TASK: Your job is to return every line of the listing holding the string "Answer".

◆ ◆ ◆ ◆ ◆ ◆ ◆

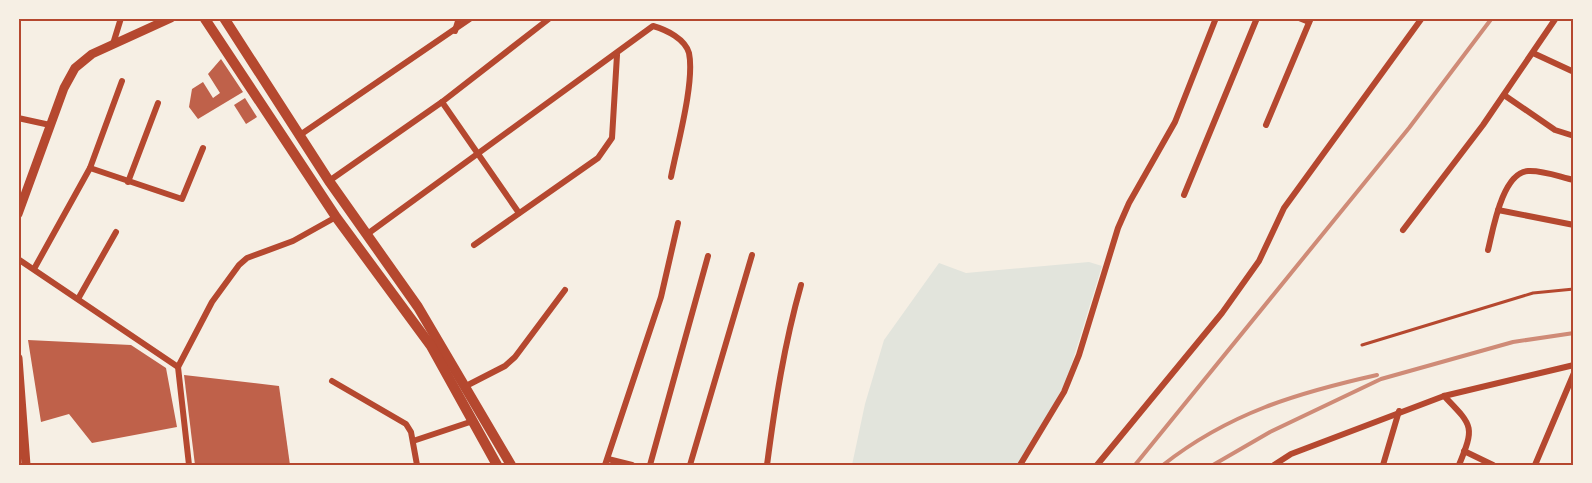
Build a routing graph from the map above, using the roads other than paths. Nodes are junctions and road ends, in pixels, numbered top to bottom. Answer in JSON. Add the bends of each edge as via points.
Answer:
{"nodes":[{"id":1,"x":121,"y":18,"type":"edge"},
{"id":2,"x":171,"y":18,"type":"edge"},
{"id":3,"x":198,"y":18,"type":"edge"},
{"id":4,"x":207,"y":18,"type":"edge"},
{"id":5,"x":224,"y":18,"type":"edge"},
{"id":6,"x":459,"y":18,"type":"edge"},
{"id":7,"x":471,"y":18,"type":"edge"},
{"id":8,"x":550,"y":18,"type":"edge"},
{"id":9,"x":656,"y":18,"type":"edge"},
{"id":10,"x":1216,"y":18,"type":"edge"},
{"id":11,"x":1257,"y":18,"type":"edge"},
{"id":12,"x":1299,"y":18,"type":"edge"},
{"id":13,"x":1422,"y":18,"type":"edge"},
{"id":14,"x":1556,"y":18,"type":"edge"},
{"id":15,"x":1310,"y":20,"type":"edge"},
{"id":16,"x":653,"y":26,"type":"junction"},
{"id":17,"x":455,"y":31,"type":"junction"},
{"id":18,"x":113,"y":44,"type":"junction"},
{"id":19,"x":1533,"y":53,"type":"junction"},
{"id":20,"x":617,"y":55,"type":"junction"},
{"id":21,"x":1574,"y":72,"type":"edge"},
{"id":22,"x":122,"y":81,"type":"dead end"},
{"id":23,"x":1504,"y":95,"type":"junction"},
{"id":24,"x":442,"y":102,"type":"junction"},
{"id":25,"x":158,"y":103,"type":"dead end"},
{"id":26,"x":18,"y":118,"type":"edge"},
{"id":27,"x":50,"y":124,"type":"junction"},
{"id":28,"x":1266,"y":125,"type":"dead end"},
{"id":29,"x":300,"y":135,"type":"junction"},
{"id":30,"x":1574,"y":136,"type":"edge"},
{"id":31,"x":203,"y":148,"type":"dead end"},
{"id":32,"x":478,"y":155,"type":"junction"},
{"id":33,"x":90,"y":168,"type":"junction"},
{"id":34,"x":671,"y":177,"type":"dead end"},
{"id":35,"x":1574,"y":180,"type":"edge"},
{"id":36,"x":329,"y":181,"type":"junction"},
{"id":37,"x":128,"y":182,"type":"junction"},
{"id":38,"x":1184,"y":195,"type":"dead end"},
{"id":39,"x":19,"y":200,"type":"edge"},
{"id":40,"x":1498,"y":210,"type":"junction"},
{"id":41,"x":519,"y":213,"type":"junction"},
{"id":42,"x":18,"y":214,"type":"edge"},
{"id":43,"x":336,"y":217,"type":"junction"},
{"id":44,"x":678,"y":223,"type":"dead end"},
{"id":45,"x":1574,"y":225,"type":"edge"},
{"id":46,"x":1402,"y":230,"type":"dead end"},
{"id":47,"x":116,"y":232,"type":"dead end"},
{"id":48,"x":366,"y":234,"type":"junction"},
{"id":49,"x":474,"y":245,"type":"dead end"},
{"id":50,"x":1488,"y":250,"type":"dead end"},
{"id":51,"x":752,"y":255,"type":"dead end"},
{"id":52,"x":708,"y":256,"type":"dead end"},
{"id":53,"x":18,"y":259,"type":"edge"},
{"id":54,"x":34,"y":269,"type":"junction"},
{"id":55,"x":801,"y":285,"type":"dead end"},
{"id":56,"x":1574,"y":289,"type":"edge"},
{"id":57,"x":565,"y":290,"type":"dead end"},
{"id":58,"x":78,"y":299,"type":"junction"},
{"id":59,"x":1362,"y":345,"type":"dead end"},
{"id":60,"x":18,"y":358,"type":"edge"},
{"id":61,"x":1574,"y":364,"type":"edge"},
{"id":62,"x":178,"y":367,"type":"junction"},
{"id":63,"x":1574,"y":373,"type":"edge"},
{"id":64,"x":332,"y":381,"type":"dead end"},
{"id":65,"x":466,"y":386,"type":"junction"},
{"id":66,"x":1444,"y":396,"type":"junction"},
{"id":67,"x":1399,"y":411,"type":"junction"},
{"id":68,"x":473,"y":421,"type":"junction"},
{"id":69,"x":413,"y":441,"type":"junction"},
{"id":70,"x":1464,"y":451,"type":"junction"},
{"id":71,"x":606,"y":462,"type":"edge"},
{"id":72,"x":26,"y":465,"type":"edge"},
{"id":73,"x":189,"y":465,"type":"edge"},
{"id":74,"x":417,"y":465,"type":"edge"},
{"id":75,"x":497,"y":465,"type":"edge"},
{"id":76,"x":511,"y":465,"type":"edge"},
{"id":77,"x":632,"y":465,"type":"edge"},
{"id":78,"x":650,"y":465,"type":"edge"},
{"id":79,"x":690,"y":465,"type":"edge"},
{"id":80,"x":767,"y":465,"type":"edge"},
{"id":81,"x":1020,"y":465,"type":"edge"},
{"id":82,"x":1098,"y":465,"type":"edge"},
{"id":83,"x":1274,"y":465,"type":"edge"},
{"id":84,"x":1383,"y":465,"type":"edge"},
{"id":85,"x":1459,"y":465,"type":"edge"},
{"id":86,"x":1493,"y":465,"type":"edge"},
{"id":87,"x":1535,"y":465,"type":"edge"}],
"edges":[{"from":1,"to":18,"type":"street"},
{"from":2,"to":18,"type":"main road"},
{"from":3,"to":4,"type":"main road"},
{"from":4,"to":43,"type":"main road"},
{"from":5,"to":29,"type":"main road"},
{"from":6,"to":17,"type":"street"},
{"from":7,"to":17,"type":"street"},
{"from":8,"to":24,"type":"street"},
{"from":9,"to":16,"type":"street"},
{"from":10,"to":81,"type":"street","via":[[1175,122],[1118,228],[1064,392]]},
{"from":11,"to":38,"type":"street"},
{"from":12,"to":15,"type":"street"},
{"from":13,"to":82,"type":"street","via":[[1284,207],[1259,261],[1222,313]]},
{"from":14,"to":19,"type":"street"},
{"from":15,"to":28,"type":"street"},
{"from":16,"to":20,"type":"street"},
{"from":16,"to":34,"type":"street","via":[[677,37],[688,52],[689,79]]},
{"from":17,"to":29,"type":"street"},
{"from":18,"to":27,"type":"main road","via":[[75,68]]},
{"from":19,"to":21,"type":"street"},
{"from":19,"to":23,"type":"street"},
{"from":20,"to":32,"type":"street"},
{"from":20,"to":41,"type":"street","via":[[612,138],[608,147]]},
{"from":22,"to":33,"type":"street"},
{"from":23,"to":30,"type":"street","via":[[1555,130]]},
{"from":23,"to":46,"type":"street"},
{"from":24,"to":32,"type":"street"},
{"from":24,"to":36,"type":"street"},
{"from":25,"to":37,"type":"street"},
{"from":26,"to":27,"type":"street"},
{"from":27,"to":39,"type":"main road"},
{"from":29,"to":36,"type":"main road"},
{"from":31,"to":37,"type":"street","via":[[182,199]]},
{"from":32,"to":41,"type":"street"},
{"from":32,"to":48,"type":"street"},
{"from":33,"to":37,"type":"street"},
{"from":33,"to":54,"type":"street"},
{"from":35,"to":40,"type":"street","via":[[1523,172],[1512,181]]},
{"from":36,"to":48,"type":"main road"},
{"from":39,"to":42,"type":"main road"},
{"from":40,"to":45,"type":"street"},
{"from":40,"to":50,"type":"street"},
{"from":41,"to":49,"type":"street"},
{"from":43,"to":62,"type":"street","via":[[239,265],[212,302]]},
{"from":43,"to":68,"type":"main road","via":[[431,346]]},
{"from":44,"to":71,"type":"street","via":[[661,297]]},
{"from":47,"to":58,"type":"street"},
{"from":48,"to":65,"type":"main road","via":[[418,307]]},
{"from":51,"to":79,"type":"street"},
{"from":52,"to":78,"type":"street"},
{"from":53,"to":54,"type":"street"},
{"from":54,"to":58,"type":"street"},
{"from":55,"to":80,"type":"street","via":[[777,387]]},
{"from":56,"to":59,"type":"lane","via":[[1533,293]]},
{"from":57,"to":65,"type":"street","via":[[505,366]]},
{"from":58,"to":62,"type":"street"},
{"from":60,"to":72,"type":"main road"},
{"from":61,"to":66,"type":"street"},
{"from":62,"to":73,"type":"street"},
{"from":63,"to":87,"type":"street"},
{"from":64,"to":69,"type":"street","via":[[406,424]]},
{"from":65,"to":76,"type":"main road"},
{"from":66,"to":67,"type":"street"},
{"from":66,"to":70,"type":"street","via":[[1471,428]]},
{"from":67,"to":83,"type":"street"},
{"from":67,"to":84,"type":"street"},
{"from":68,"to":69,"type":"street"},
{"from":68,"to":75,"type":"main road"},
{"from":69,"to":74,"type":"street"},
{"from":70,"to":85,"type":"street"},
{"from":70,"to":86,"type":"street"},
{"from":71,"to":77,"type":"street"}]}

◆ ◆ ◆ ◆ ◆ ◆ ◆

OUTPUT:
Build a routing graph from the map above, using the roads other than paths. Nodes are junctions and road ends, in pixels, numbered top to bottom. Answer in JSON. Add the bends of each edge as via points.
Answer:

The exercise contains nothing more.